Each field may be coded separately or the two fields may be coded together as a frame. Progressive frames are typically
coded as a frame. For interlaced video, the encoder can choose between frame coding and field coding. Frame coding or
field coding can be adaptively selected on a picture-by-picture basis and also on a more localized basis within a coded
frame. Frame coding is typically preferred when the video scene contains significant detail with limited motion. Field
coding typically works better when there is fast picture-to-picture motion.
0.6.3 Picture partitioning into macroblocks and smaller partitions
This subclause does not form an integral part of this Recommendation | International Standard.
As in previous video coding Recommendations and International Standards, a macroblock, consisting of a 16x16 block
of luma samples and two corresponding blocks of chroma samples, is used as the basic processing unit of the video
decoding process.
A macroblock can be further partitioned for inter prediction. The selection of the size of inter prediction partitions is a
result of a trade-off between the coding gain provided by using motion compensation with smaller blocks and the
quantity of data needed to represent the data for motion compensation.
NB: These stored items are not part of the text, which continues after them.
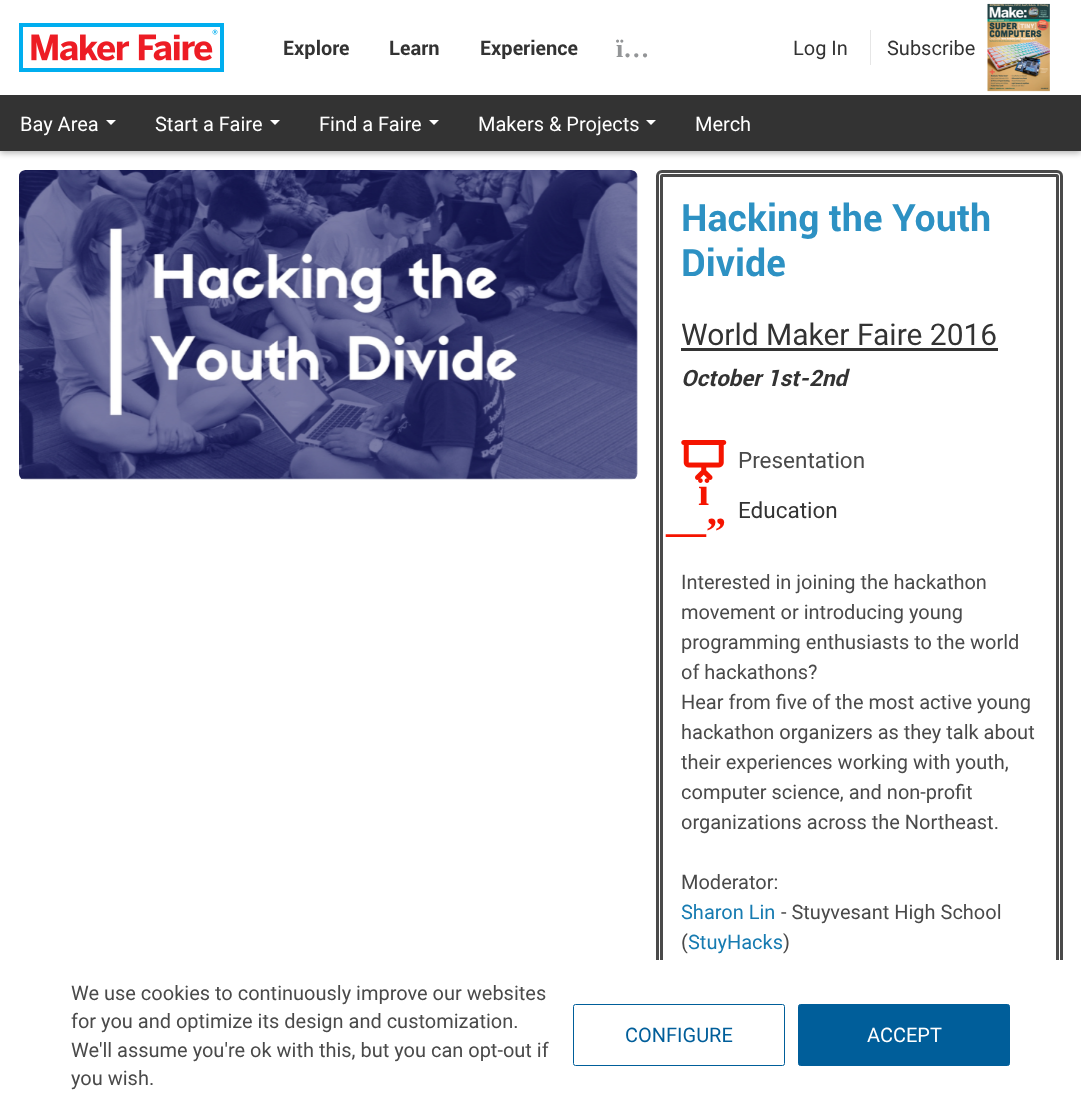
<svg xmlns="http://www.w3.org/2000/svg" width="1081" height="1111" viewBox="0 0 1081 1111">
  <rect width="100%" height="100%" fill="#fff"/>
  <path d="M0 1h1081v152H0z" fill="#0000004d" filter="blur(3px)"/>
  <path d="M0 95h1081v56H0z" fill="#333"/>
  <path d="M0 0h1081v95H0z" fill="#fff"/>
  <image x="19" y="23" width="205" height="49" href="img/1.png"/>
  <path d="M870 30h1v35H870z" fill="#e6e6e6"/>
  <image x="987" y="3" width="63" height="89" href="img/2.png"/>
  <path d="M106 120H116L111 125Z" fill="#fff"/>
  <path d="M270 120H280L275 125Z" fill="#fff"/>
  <path d="M429 120H439L434 125Z" fill="#fff"/>
  <path d="M646 120H656L651 125Z" fill="#fff"/>
  <image x="19" y="170" width="619" height="310" href="img/3.png"/>
  <rect x="657.5" y="171.5" width="404" height="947" rx="4.5" fill="none" stroke="#4a4a4a" stroke-width="3"/>
  <rect x="661.5" y="175.5" width="396" height="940" rx="1" fill="none" stroke="#4a4a4a" stroke-width="3"/>
  <path d="M681 348h317v3H681z" fill="#333"/>
  <image x="681" y="440" width="46" height="40" href="img/4.png"/>
  <path d="M656 960h407v151H656z" fill="#fff"/>
  <rect x="573.5" y="1004.5" width="211" height="61" rx="2" fill="none" stroke="#005e9a"/>
  <rect x="798.5" y="1004.5" width="211" height="61" rx="2" fill="#005e9a" stroke="#005e9a"/>
  <g font-family="Roboto" font-size="20" font-weight="bold" fill="#333">
    <text x="283" y="55">Explore</text>
    <text x="389" y="55">Learn</text>
    <text x="480" y="55">Experience</text>
  </g>
  <text x="616" y="57" font-family="Liberation Serif" font-size="26" font-weight="bold" fill="#939597">ï…</text>
  <g font-family="Roboto" font-size="20" fill="#333">
    <text x="793" y="55">Log In</text>
    <text x="887" y="55">Subscribe</text>
  </g>
  <g font-family="Roboto" font-size="20" fill="#fff">
    <text x="20" y="131">Bay Area</text>
    <text x="155" y="131">Start a Faire</text>
    <text x="319" y="131">Find a Faire</text>
    <text x="478" y="131">Makers &amp; Projects</text>
    <text x="695" y="131">Merch</text>
  </g>
  <g font-family="Roboto" font-size="37.5" font-weight="bold" fill="#2d91c3">
    <text x="681" y="231">Hacking the Youth</text>
    <text x="681" y="276">Divide</text>
  </g>
  <text x="681" y="345" font-family="Roboto" font-size="30" fill="#333">World Maker Faire 2016</text>
  <text x="681" y="386" font-family="Roboto" font-size="22.5" font-weight="bold" font-style="italic" fill="#333">October 1st-2nd</text>
  <text x="738" y="468" font-family="'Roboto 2'" font-size="22.5" fill="#4a4a4a">Presentation</text>
  <g font-family="Liberation Serif" font-size="40" font-weight="bold" fill="#f51400">
    <text x="698" y="505">ï</text>
    <text x="666" y="545">—”</text>
  </g>
  <text x="738" y="518" font-family="'Roboto 2'" font-size="22.5" fill="#333">Education</text>
  <g font-family="Roboto" font-size="20" fill="#4a4a4a">
    <text x="681" y="589">Interested in joining the hackathon</text>
    <text x="681" y="619">movement or introducing young</text>
    <text x="681" y="649">programming enthusiasts to the world</text>
    <text x="681" y="679">of hackathons?</text>
    <text x="681" y="709">Hear from five of the most active young</text>
    <text x="681" y="739">hackathon organizers as they talk about</text>
    <text x="681" y="769">their experiences working with youth,</text>
    <text x="681" y="799">computer science, and non-profit</text>
    <text x="681" y="829">organizations across the Northeast.</text>
    <text x="681" y="889">Moderator:</text>
  </g>
  <text x="681" y="919" font-family="Roboto" font-size="20" fill="#167bb1">Sharon Lin</text>
  <g font-family="Roboto" font-size="20" fill="#4a4a4a">
    <text x="781" y="919">- Stuyvesant High School</text>
    <text x="681" y="949">(</text>
  </g>
  <text x="688" y="949" font-family="Roboto" font-size="20" fill="#167bb1">StuyHacks</text>
  <g font-family="Roboto" font-size="20" fill="#4a4a4a">
    <text x="783" y="949">)</text>
    <text x="71" y="1000">We use cookies to continuously improve our websites</text>
    <text x="71" y="1028">for you and optimize its design and customization.</text>
    <text x="71" y="1057">We'll assume you're ok with this, but you can opt-out if</text>
    <text x="71" y="1085">you wish.</text>
  </g>
  <text x="625" y="1042" font-family="Roboto" font-size="20" fill="#005e9a">CONFIGURE</text>
  <text x="867" y="1042" font-family="Roboto" font-size="20" fill="#fff">ACCEPT</text>
</svg>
In this Recommendation | International Standard
the inter prediction process can form segmentations for motion representation as small as 4x4 luma samples in size, using
motion vector accuracy of one-quarter of the luma sample grid spacing displacement. The process for inter prediction of
a sample block can also involve the selection of the picture to be used as the reference picture from a number of stored
previously-decoded pictures. Motion vectors are encoded differentially with respect to predicted values formed from
nearby encoded motion vectors.
Typically, the encoder calculates appropriate motion vectors and other data elements represented in the video data
stream. This motion estimation process in the encoder and the selection of whether to use inter prediction for the
representation of each region of the video content is not specified in this Recommendation | International Standard.
0.6.4 Spatial redundancy reduction
This subclause does not form an integral part of this Recommendation | International Standard.
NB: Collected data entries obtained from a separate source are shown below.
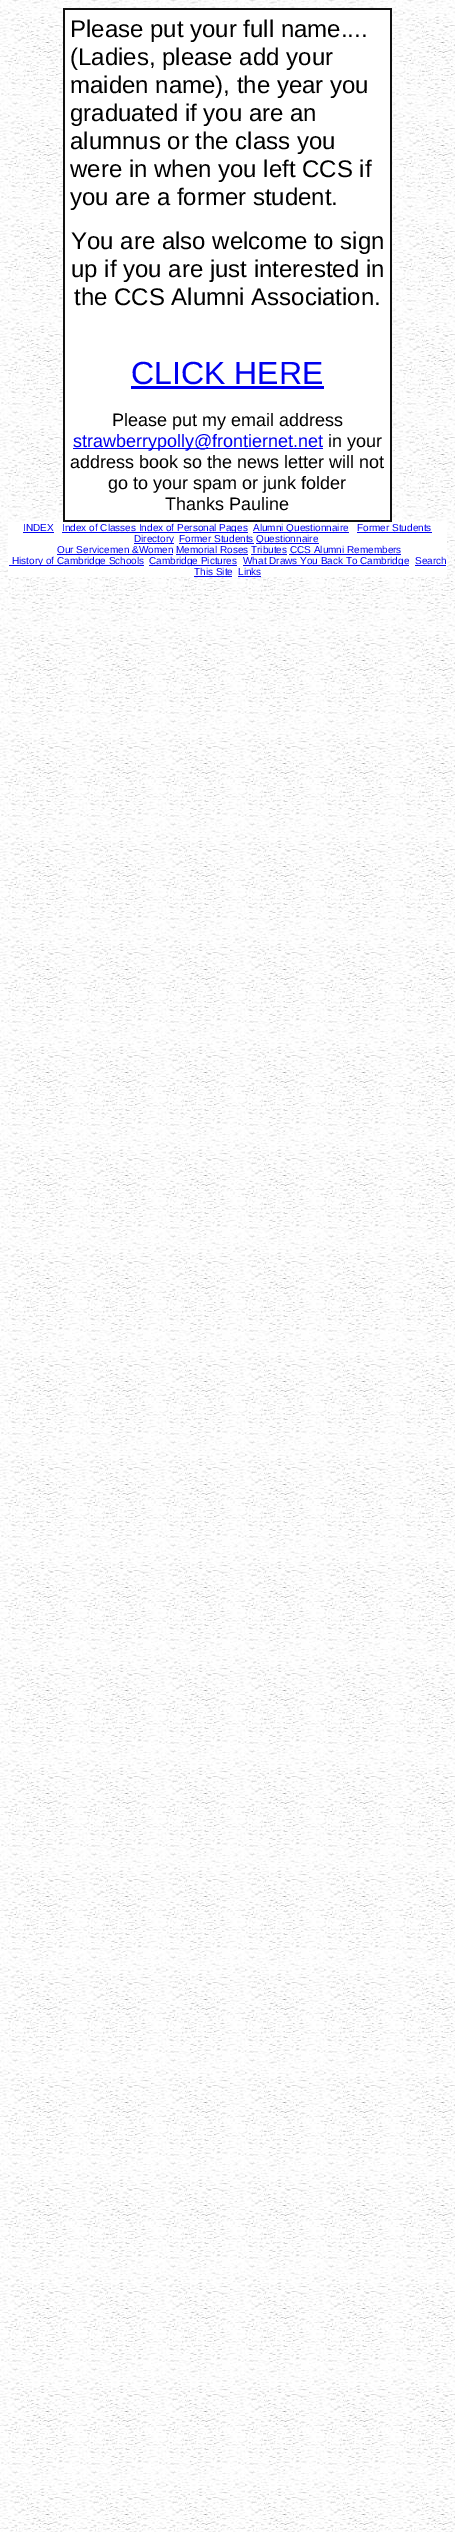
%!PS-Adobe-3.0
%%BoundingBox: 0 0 455 2532
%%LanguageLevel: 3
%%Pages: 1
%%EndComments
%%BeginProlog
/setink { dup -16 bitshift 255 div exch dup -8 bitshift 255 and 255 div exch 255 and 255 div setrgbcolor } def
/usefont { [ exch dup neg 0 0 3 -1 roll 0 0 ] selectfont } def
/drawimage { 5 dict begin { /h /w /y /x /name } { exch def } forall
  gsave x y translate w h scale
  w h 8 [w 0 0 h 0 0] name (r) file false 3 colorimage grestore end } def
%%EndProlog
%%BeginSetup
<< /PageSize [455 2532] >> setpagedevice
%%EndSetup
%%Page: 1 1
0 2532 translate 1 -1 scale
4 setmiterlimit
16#FFFFFF setink
0 0 455 2532 rectfill
(img1.raw) 0 0 455 2532 drawimage
[
    [65 10 325 510 16#FFFFFF]
    [63 8 329 2 16#111111]
    [390 8 2 514 16#111111]
    [63 520 329 2 16#111111]
    [63 8 2 514 16#111111]
] { aload pop setink rectfill } forall
/LiberationSans-Regular 24 usefont
16#000000 setink
[
    [(Please put your full name....) 70 37]
    [(\(Ladies, please add your) 70 65]
    [(maiden name\), the year you) 70 93]
    [(graduated if you are an) 70 121]
    [(alumnus or the class you) 70 149]
    [(were in when you left CCS if) 70 177]
    [(you are a former student.) 70 205]
    [(You are also welcome to sign) 71 249]
    [(up if you are just interested in) 71 277]
    [(the CCS Alumni Association.) 74 305]
] { aload pop moveto show } forall
/LiberationSans-Regular 32 usefont
16#0000EE setink
131 384 moveto (CLICK HERE) show
131 386 193 3 rectfill
/LiberationSans-Regular 18 usefont
16#000000 setink
112 426 moveto (Please put my email address) show
16#0000EE setink
73 448 250 1 rectfill
73 447 moveto (strawberrypolly@frontiernet.net) show
16#000000 setink
[
    [(in your) 328 447]
    [(address book so the news letter will not) 70 468]
    [(go to your spam or junk folder) 108 489]
    [(Thanks Pauline) 165 510]
] { aload pop moveto show } forall
16#FFFFFF setink
8 522 439 55 rectfill
/LiberationSans-Regular 10 usefont
16#0000EE setink
23 531 moveto (INDEX) show
23 532 31 1 rectfill
62 532 186 1 rectfill
62 531 moveto (Index of Classes Index of Personal Pages) show
253 532 96 1 rectfill
253 531 moveto (Alumni Questionnaire) show
357 531 moveto (Former Students) show
357 532 75 1 rectfill
134 543 40 1 rectfill
134 542 moveto (Directory) show
179 542 moveto (Former Students) show
179 543 75 1 rectfill
256 543 63 1 rectfill
256 542 moveto (Questionnaire) show
57 553 moveto (Our Servicemen &Women Memorial Roses Tributes CCS Alumni Remembers) show
[
    [57 554 116 1 16#0000EE]
    [176 554 72 1 16#0000EE]
    [251 554 36 1 16#0000EE]
    [289 554 112 1 16#0000EE]
    [9 565 135 1 16#0000EE]
] { aload pop setink rectfill } forall
12 564 moveto (History of Cambridge Schools) show
149 565 88 1 rectfill
149 564 moveto (Cambridge Pictures) show
243 565 166 1 rectfill
243 564 moveto (What Draws You Back To Cambridge) show
415 564 moveto (Search) show
415 565 31 1 rectfill
194 575 moveto (This Site) show
194 576 38 1 rectfill
238 575 moveto (Links) show
238 576 23 1 rectfill
showpage
%%EOF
Both source pictures and prediction residuals have high spatial redundancy. This
Recommendation | International Standard is based on the use of a block-based transform method for spatial redundancy
removal. After inter prediction from previously-decoded samples in other pictures or spatial-based prediction from
previously-decoded samples within the current picture, the resulting prediction residual is split into 4x4 blocks. These
are converted into the transform domain where they are quantised. After quantisation many of the transform coefficients
are zero or have low amplitude and can thus be represented with a small amount of encoded data. The processes of
transformation and quantisation in the encoder are not specified in this Recommendation | International Standard.
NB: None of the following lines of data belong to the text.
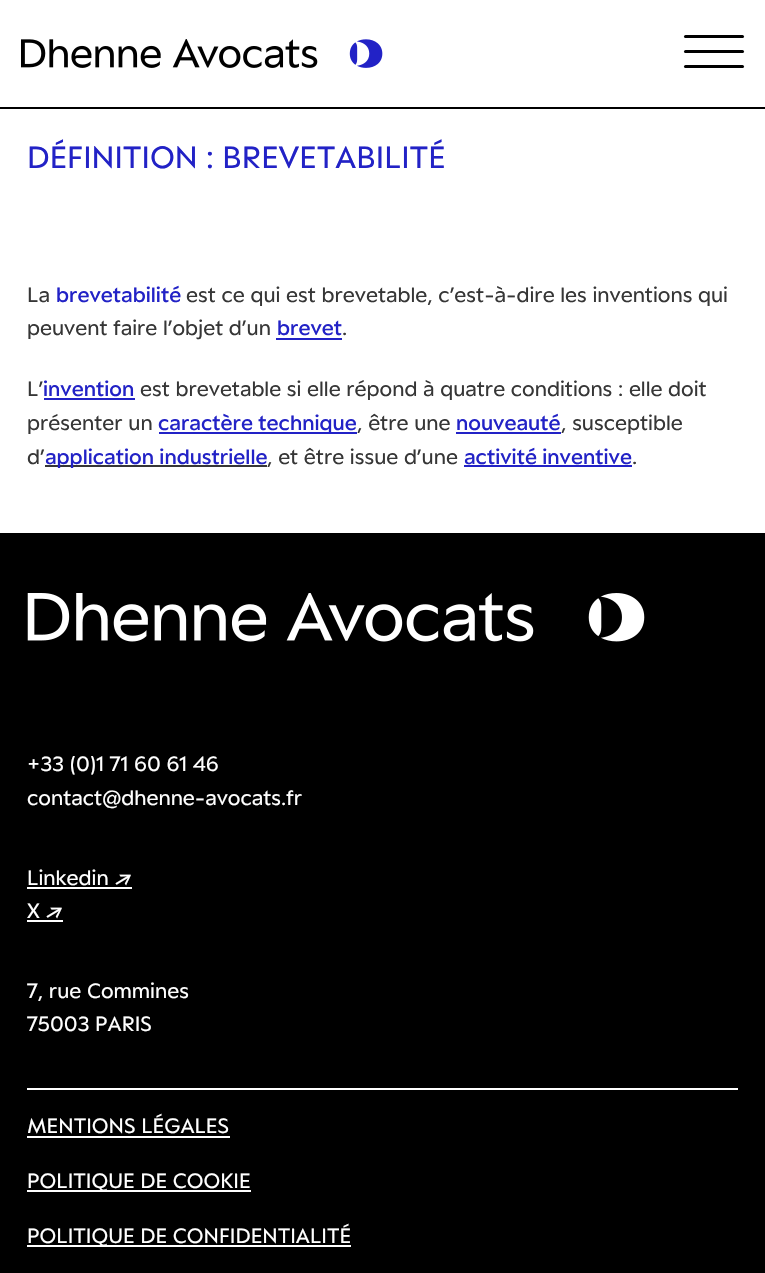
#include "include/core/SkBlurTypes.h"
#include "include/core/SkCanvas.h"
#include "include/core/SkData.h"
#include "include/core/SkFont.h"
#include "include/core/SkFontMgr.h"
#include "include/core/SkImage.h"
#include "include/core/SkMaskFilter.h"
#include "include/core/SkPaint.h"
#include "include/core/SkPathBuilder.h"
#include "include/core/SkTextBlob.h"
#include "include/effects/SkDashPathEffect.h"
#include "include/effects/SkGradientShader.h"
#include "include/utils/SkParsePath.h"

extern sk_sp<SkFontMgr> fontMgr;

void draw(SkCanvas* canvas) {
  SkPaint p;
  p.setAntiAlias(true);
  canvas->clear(SK_ColorWHITE);
  p.setColor(SK_ColorBLACK);
  canvas->drawRect(SkRect::MakeLTRB(0, 107, 765, 109), p);
  canvas->drawImageRect(SkImages::DeferredFromEncodedData(SkData::MakeFromFileName("images/1.png")), SkRect::MakeLTRB(21, 39, 383, 68), SkSamplingOptions());
  canvas->drawRoundRect(SkRect::MakeLTRB(684, 50, 744, 53), 1.5f, 1.5f, p);
  canvas->drawRoundRect(SkRect::MakeLTRB(684, 35, 744, 38), 1.5f, 1.5f, p);
  canvas->drawRoundRect(SkRect::MakeLTRB(684, 65, 744, 68), 1.5f, 1.5f, p);
  p.setColor(SkColorSetRGB(34, 34, 198));
  canvas->drawRect(SkRect::MakeLTRB(276, 338, 342, 340), p);
  canvas->drawRect(SkRect::MakeLTRB(44, 398, 135, 400), p);
  canvas->drawRect(SkRect::MakeLTRB(159, 432, 357, 434), p);
  canvas->drawRect(SkRect::MakeLTRB(456, 432, 561, 434), p);
  p.setColor(SkColorSetRGB(54, 54, 54));
  canvas->drawRect(SkRect::MakeLTRB(45, 465, 267, 467), p);
  p.setColor(SkColorSetRGB(34, 34, 198));
  canvas->drawRect(SkRect::MakeLTRB(464, 465, 632, 467), p);
  p.setColor(SK_ColorBLACK);
  canvas->drawRect(SkRect::MakeLTRB(0, 533, 765, 1273), p);
  canvas->drawImageRect(SkImages::DeferredFromEncodedData(SkData::MakeFromFileName("images/2.png")), SkRect::MakeLTRB(27, 593, 645, 642), SkSamplingOptions());
  p.setColor(SK_ColorWHITE);
  canvas->drawRect(SkRect::MakeLTRB(27, 887, 132, 889), p);
  canvas->drawRect(SkRect::MakeLTRB(27, 920, 63, 922), p);
  canvas->drawRect(SkRect::MakeLTRB(27, 1088, 738, 1090), p);
  canvas->drawRect(SkRect::MakeLTRB(27, 1136, 230, 1138), p);
  canvas->drawRect(SkRect::MakeLTRB(27, 1190, 251, 1192), p);
  canvas->drawRect(SkRect::MakeLTRB(27, 1245, 351, 1247), p);
  SkFont font1(fontMgr->matchFamilyStyle("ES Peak", SkFontStyle::Normal()), 33.5f);
  font1.setSubpixel(true);
  p.setColor(SkColorSetRGB(34, 34, 198));
  canvas->drawString("DÉFINITION : BREVETABILITÉ", 27, 168, font1, p);
  SkFont font2(fontMgr->matchFamilyStyle("ES Peak", SkFontStyle::Normal()), 22.5f);
  font2.setSubpixel(true);
  p.setColor(SkColorSetRGB(54, 54, 54));
  canvas->drawString("La", 27, 302, font2, p);
  SkFont font3(fontMgr->matchFamilyStyle("ES Peak", SkFontStyle(500, SkFontStyle::kNormal_Width, SkFontStyle::kUpright_Slant)), 22.5f);
  font3.setSubpixel(true);
  p.setColor(SkColorSetRGB(34, 34, 198));
  canvas->drawString("brevetabilité", 56, 302, font3, p);
  p.setColor(SkColorSetRGB(54, 54, 54));
  canvas->drawString("est ce qui est brevetable, c’est-à-dire les inventions qui", 186, 302, font2, p);
  canvas->drawString("peuvent faire l’objet d’un", 27, 335, font2, p);
  p.setColor(SkColorSetRGB(34, 34, 198));
  canvas->drawString("brevet", 277, 335, font3, p);
  p.setColor(SkColorSetRGB(54, 54, 54));
  canvas->drawString(".", 342, 335, font2, p);
  canvas->drawString("L’", 27, 396, font2, p);
  p.setColor(SkColorSetRGB(34, 34, 198));
  canvas->drawString("invention", 43, 396, font3, p);
  p.setColor(SkColorSetRGB(54, 54, 54));
  canvas->drawString("est brevetable si elle répond à quatre conditions : elle doit", 140, 396, font2, p);
  canvas->drawString("présenter un", 27, 430, font2, p);
  p.setColor(SkColorSetRGB(34, 34, 198));
  canvas->drawString("caractère technique", 158, 430, font3, p);
  p.setColor(SkColorSetRGB(54, 54, 54));
  canvas->drawString(", être une", 357, 430, font2, p);
  p.setColor(SkColorSetRGB(34, 34, 198));
  canvas->drawString("nouveauté", 456, 430, font3, p);
  p.setColor(SkColorSetRGB(54, 54, 54));
  canvas->drawString(", susceptible", 561, 430, font2, p);
  canvas->drawString("d’", 27, 464, font2, p);
  p.setColor(SkColorSetRGB(34, 34, 198));
  canvas->drawString("application industrielle", 45, 464, font3, p);
  p.setColor(SkColorSetRGB(54, 54, 54));
  canvas->drawString(", et être issue d’une", 267, 464, font2, p);
  p.setColor(SkColorSetRGB(34, 34, 198));
  canvas->drawString("activité inventive", 464, 464, font3, p);
  p.setColor(SkColorSetRGB(54, 54, 54));
  canvas->drawString(".", 632, 464, font2, p);
  p.setColor(SK_ColorWHITE);
  canvas->drawString("+33 (0)1 71 60 61 46", 27, 771, font2, p);
  canvas->drawString("contact@dhenne-avocats.fr", 27, 805, font2, p);
  canvas->drawString("Linkedin ↗", 27, 885, font2, p);
  canvas->drawString("X ↗", 27, 918, font2, p);
  canvas->drawString("7, rue Commines", 27, 998, font2, p);
  canvas->drawString("75003 PARIS", 27, 1031, font2, p);
  canvas->drawString("MENTIONS LÉGALES", 27, 1133, font2, p);
  canvas->drawString("POLITIQUE DE COOKIE", 27, 1188, font2, p);
  canvas->drawString("POLITIQUE DE CONFIDENTIALITÉ", 27, 1243, font2, p);
}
0.7 How to read this specification
This subclause does not form an integral part of this Recommendation | International Standard.
It is suggested that the reader starts with clause
1 (Scope) and moves on to clause 3 (Definitions). Clause 6 should be
read for the geometrical relationship of the source, input, and output of the decoder. Clause
7 (Syntax and semantics)
specifies the order to parse syntax elements from the bitstream. See subclauses
7.1-7.3 for syntactical order and see
subclause
7.4 for semantics; i.e., the scope, restrictions, and conditions that are imposed on the syntax elements. The
actual parsing for most syntax elements is specified in clause
9 (Parsing process). Finally, clause 8 (Decoding process)
specifies how the syntax elements are mapped into decoded samples. Throughout reading this specification, the reader
should refer to clauses
2 (Normative references), 4 (Abbreviations), and 5 (Conventions) as needed. Annexes A through
E also form an integral part of this Recommendation | International Standard.
Annex A specifies seven profiles (Baseline, Main, Extended, High, High 10, High 4:2:2 and High 4:4:4), each being
tailored to certain application domains, and defines the so-called levels of the profiles. Annex B specifies syntax and
semantics of a byte stream format for delivery of coded video as an ordered stream of bytes. Annex C specifies the
hypothetical reference decoder and its use to check bitstream and decoder conformance. Annex D specifies syntax and
semantics for supplemental enhancement information message payloads. Finally, Annex E specifies syntax and
semantics of the video usability information parameters of the sequence parameter set.
Throughout this specification, statements appearing with the preamble "NOTE -" are informative and are not an integral
part of this Recommendation | International Standard.